Six Year Secondary Road Plan

. One of their goals was to keep the

County’s portion of the Meadowcreek Parkway

on schedule. The Daily Progress noted the effort that went into moving past and future secondary road funds, allocated by VDOT to Albemarle, to the Meadowcreek Parkway account. Most major road projects on the “six year plan” require decades for enough funding to be collected before construction can begin.



I put together the

graph here

to show the declining allocations from VDOT for secondary roads (red area) and the rising costs of the Meadowcreek Parkway project (blue bars). As funds are shifted to keep up with the rising costs, other roads fall further behind schedule. The Daily Progress noted:

“Other projects, however, will suffer. Improvements to Proffit Road, Old Ivy Road and Northern Free State Road will have to wait as funding for those projects was reduced to pay for the escalation in price of the Meadowcreek Parkway, with an estimated cost of around $67 million. The county has fully funded its estimated $25 million portion. Work on Jarmans Gap Road and Georgetown Road – projects that could have been delayed for the parkway – remain fully funded.” [See also:

past post on

Meadowcreek Parkway Funding Challenge


]

While

there are about 70 projects on Albemarle’s Six-Year Secondary Road Plan

, only

three

are moving forward: Meadowcreek Parkway, Jarman’s Gap, and Georgetown Road. Albemarle is expecting a total of

$3,863,524 from VDOT

in FY2008 for all secondary road projects.

The costs to build roads are rising dramatically. At the meeting last week, Supervisor Dennis Rooker shared with his colleagues a recent e-mail from Butch Davies, the area’s representative on the Commonwealth Transportation Board (CTB). On February 13, 2007, Mr. Davies wrote:

“Attached is an email which was forwarded by the Secretary of Transportation and highlights the predicament that we face in Virginia on our road projects. The cost of construction has accelerated dramatically. Since 1987, we have seen an 82.8% increase in total construction costs; 28% of this increase has occurred from the end of 2004 to the present.”

“I wanted to bring this to your attention because it has had a dramatic impact on projects within the Culpeper District.”
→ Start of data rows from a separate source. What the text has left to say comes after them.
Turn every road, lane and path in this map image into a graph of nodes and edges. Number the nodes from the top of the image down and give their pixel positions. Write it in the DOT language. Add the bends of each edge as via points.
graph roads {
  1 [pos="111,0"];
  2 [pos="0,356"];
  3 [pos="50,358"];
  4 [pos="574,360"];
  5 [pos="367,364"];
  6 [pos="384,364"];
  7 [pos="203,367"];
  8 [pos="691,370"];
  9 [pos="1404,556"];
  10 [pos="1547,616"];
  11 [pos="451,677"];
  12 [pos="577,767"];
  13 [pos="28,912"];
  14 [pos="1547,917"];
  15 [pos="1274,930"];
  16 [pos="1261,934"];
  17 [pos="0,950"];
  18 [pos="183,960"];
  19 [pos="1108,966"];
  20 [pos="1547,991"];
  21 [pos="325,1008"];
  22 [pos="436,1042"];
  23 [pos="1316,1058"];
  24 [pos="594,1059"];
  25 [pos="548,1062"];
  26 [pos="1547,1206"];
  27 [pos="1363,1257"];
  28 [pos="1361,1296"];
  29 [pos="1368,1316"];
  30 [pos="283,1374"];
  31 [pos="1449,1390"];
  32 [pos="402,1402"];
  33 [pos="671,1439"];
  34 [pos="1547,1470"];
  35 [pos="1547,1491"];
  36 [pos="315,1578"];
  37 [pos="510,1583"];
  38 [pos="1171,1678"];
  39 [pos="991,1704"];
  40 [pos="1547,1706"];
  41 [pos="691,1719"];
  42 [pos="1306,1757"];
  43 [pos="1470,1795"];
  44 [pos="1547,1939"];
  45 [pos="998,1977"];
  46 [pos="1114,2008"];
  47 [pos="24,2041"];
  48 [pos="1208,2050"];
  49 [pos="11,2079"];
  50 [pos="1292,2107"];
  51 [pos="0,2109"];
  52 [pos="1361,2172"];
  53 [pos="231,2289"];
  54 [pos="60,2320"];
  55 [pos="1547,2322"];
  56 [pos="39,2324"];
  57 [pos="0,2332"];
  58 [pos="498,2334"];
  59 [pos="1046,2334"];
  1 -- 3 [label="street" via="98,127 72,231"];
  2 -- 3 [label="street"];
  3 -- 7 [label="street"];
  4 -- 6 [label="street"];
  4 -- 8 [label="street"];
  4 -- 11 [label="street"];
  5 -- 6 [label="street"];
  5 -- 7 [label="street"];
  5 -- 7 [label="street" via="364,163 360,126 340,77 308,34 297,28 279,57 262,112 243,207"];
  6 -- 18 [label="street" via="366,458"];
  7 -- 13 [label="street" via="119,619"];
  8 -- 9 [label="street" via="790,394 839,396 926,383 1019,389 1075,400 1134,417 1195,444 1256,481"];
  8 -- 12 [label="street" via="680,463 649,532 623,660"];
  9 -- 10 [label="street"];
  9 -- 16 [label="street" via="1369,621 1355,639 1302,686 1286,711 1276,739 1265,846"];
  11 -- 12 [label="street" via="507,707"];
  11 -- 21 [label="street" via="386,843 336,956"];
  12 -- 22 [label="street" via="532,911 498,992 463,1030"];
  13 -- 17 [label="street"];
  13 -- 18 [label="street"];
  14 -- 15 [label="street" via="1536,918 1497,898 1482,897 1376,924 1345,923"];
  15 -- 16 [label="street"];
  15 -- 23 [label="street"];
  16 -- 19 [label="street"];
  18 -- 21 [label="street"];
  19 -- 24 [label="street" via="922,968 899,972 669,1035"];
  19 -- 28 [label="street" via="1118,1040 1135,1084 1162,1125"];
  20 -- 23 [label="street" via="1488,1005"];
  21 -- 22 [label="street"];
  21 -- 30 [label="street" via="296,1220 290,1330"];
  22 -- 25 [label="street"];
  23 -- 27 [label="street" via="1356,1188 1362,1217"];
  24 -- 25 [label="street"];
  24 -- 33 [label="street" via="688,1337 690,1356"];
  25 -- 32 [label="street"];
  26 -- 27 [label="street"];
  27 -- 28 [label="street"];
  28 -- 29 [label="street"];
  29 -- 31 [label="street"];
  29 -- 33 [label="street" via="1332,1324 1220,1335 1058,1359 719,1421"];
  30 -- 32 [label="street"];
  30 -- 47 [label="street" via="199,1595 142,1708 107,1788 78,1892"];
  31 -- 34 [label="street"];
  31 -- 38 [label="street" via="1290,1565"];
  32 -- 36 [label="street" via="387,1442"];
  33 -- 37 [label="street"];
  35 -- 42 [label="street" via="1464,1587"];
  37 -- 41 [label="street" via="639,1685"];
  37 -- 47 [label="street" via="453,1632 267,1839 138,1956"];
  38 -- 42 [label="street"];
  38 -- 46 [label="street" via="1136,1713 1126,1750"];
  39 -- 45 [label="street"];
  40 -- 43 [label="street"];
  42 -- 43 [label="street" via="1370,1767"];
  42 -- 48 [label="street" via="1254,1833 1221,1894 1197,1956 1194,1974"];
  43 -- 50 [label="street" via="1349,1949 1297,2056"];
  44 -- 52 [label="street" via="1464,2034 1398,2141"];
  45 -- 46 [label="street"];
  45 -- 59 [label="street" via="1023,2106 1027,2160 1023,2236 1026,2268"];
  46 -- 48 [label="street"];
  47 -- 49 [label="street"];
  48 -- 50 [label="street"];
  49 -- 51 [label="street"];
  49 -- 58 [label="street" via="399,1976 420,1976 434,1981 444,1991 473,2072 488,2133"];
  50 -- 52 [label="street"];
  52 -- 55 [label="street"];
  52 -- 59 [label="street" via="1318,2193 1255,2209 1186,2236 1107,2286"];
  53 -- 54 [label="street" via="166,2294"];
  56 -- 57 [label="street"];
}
“When I originally was appointed to the Commonwealth Transportation Board a little over four years ago there was sufficient funding to complete…the Meadowcreek Parkway utilizing both secondary road funding and urban road funding in Albemarle County and the City of Charlottesville. What has happened is that the delay in construction has seen an accelerated increase in cost. One of the dramatic increases which is not addressed in this memorandum is the increase in right of way cost…”

“The Legislature is presently considering transportation legislation. A review of the existing package does not appear to have a significant impact on projects pending in the Culpeper District. A dedicated source of revenue that provides significant cash flow over a period of years is necessary in order to address the long term issues.”
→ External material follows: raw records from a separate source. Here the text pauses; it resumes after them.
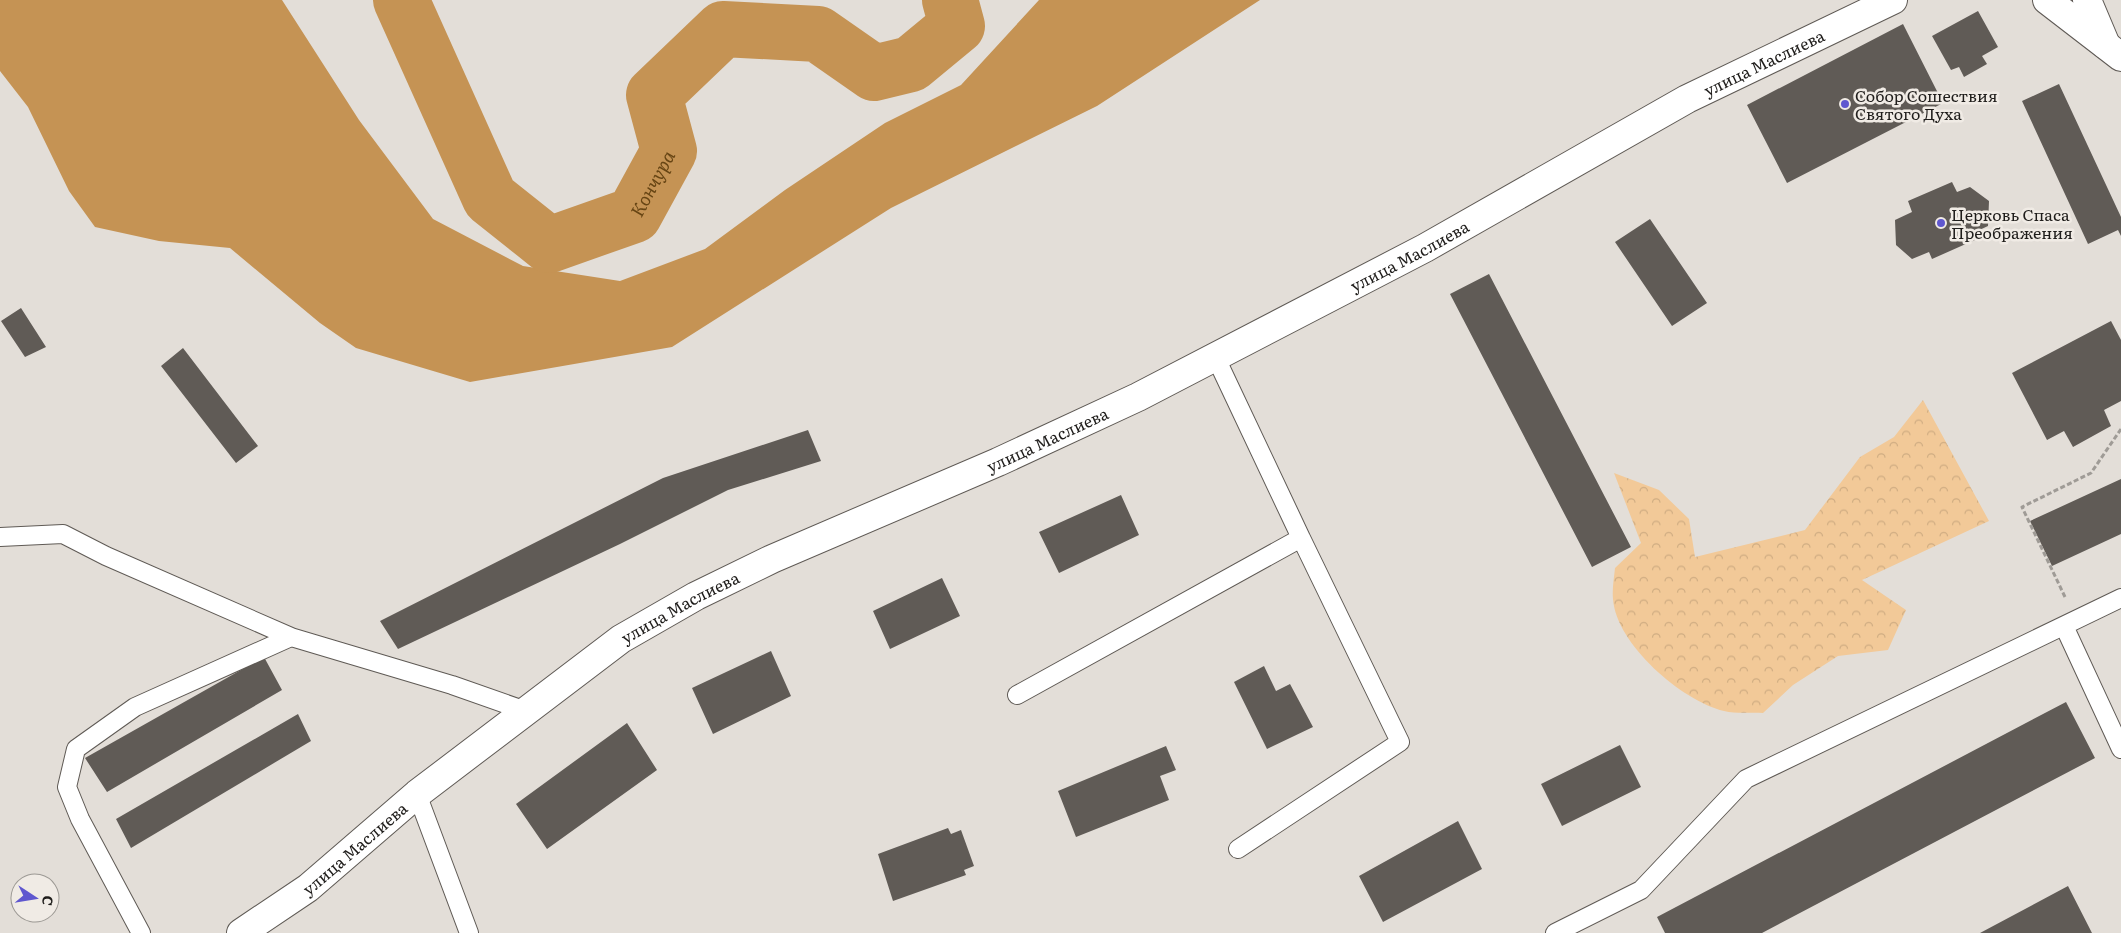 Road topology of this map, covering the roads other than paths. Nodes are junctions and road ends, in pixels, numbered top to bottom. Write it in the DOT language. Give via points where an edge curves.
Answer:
graph roads {
  1 [pos="1893,0"];
  2 [pos="2047,0"];
  3 [pos="2087,0"];
  4 [pos="2113,51"];
  5 [pos="1216,358"];
  6 [pos="0,537"];
  7 [pos="1301,538"];
  8 [pos="2121,598"];
  9 [pos="2070,623"];
  10 [pos="291,637"];
  11 [pos="1017,695"];
  12 [pos="526,711"];
  13 [pos="2121,749"];
  14 [pos="417,794"];
  15 [pos="1238,849"];
  16 [pos="141,933"];
  17 [pos="240,933"];
  18 [pos="469,933"];
  19 [pos="1555,933"];
  1 -- 5 [label="street, улица Маслиева" via="1688,99 1425,248"];
  2 -- 4 [label="street"];
  3 -- 4 [label="street"];
  5 -- 7 [label="lane"];
  5 -- 12 [label="street, улица Маслиева" via="1138,398 772,558 696,596 621,639"];
  6 -- 10 [label="lane" via="63,534"];
  7 -- 11 [label="lane"];
  7 -- 15 [label="lane" via="1400,742"];
  8 -- 9 [label="lane"];
  9 -- 13 [label="lane"];
  9 -- 19 [label="lane" via="1746,779 1641,890"];
  10 -- 12 [label="lane" via="452,685"];
  10 -- 16 [label="lane" via="135,707 76,749 67,787 80,819"];
  12 -- 14 [label="street, улица Маслиева"];
  14 -- 17 [label="street, улица Маслиева" via="308,888"];
  14 -- 18 [label="lane"];
}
Virginia’s Secretary of Transportation, Pierce Homer, was sharing price trend data from the Federal Highway Administration (FHA). Interestingly, the day after Mr. Davies sent his message to Dennis Rooker, the FHA updated those figures with data through 2006 Q2. The ”

Price Trends for Federal-Aid Highway Construction

” now show a

140.6% increase in construction costs

since 1987 with

86.2% of that increase occurring since the end of 2004

(i.e. during the last 18 months of report).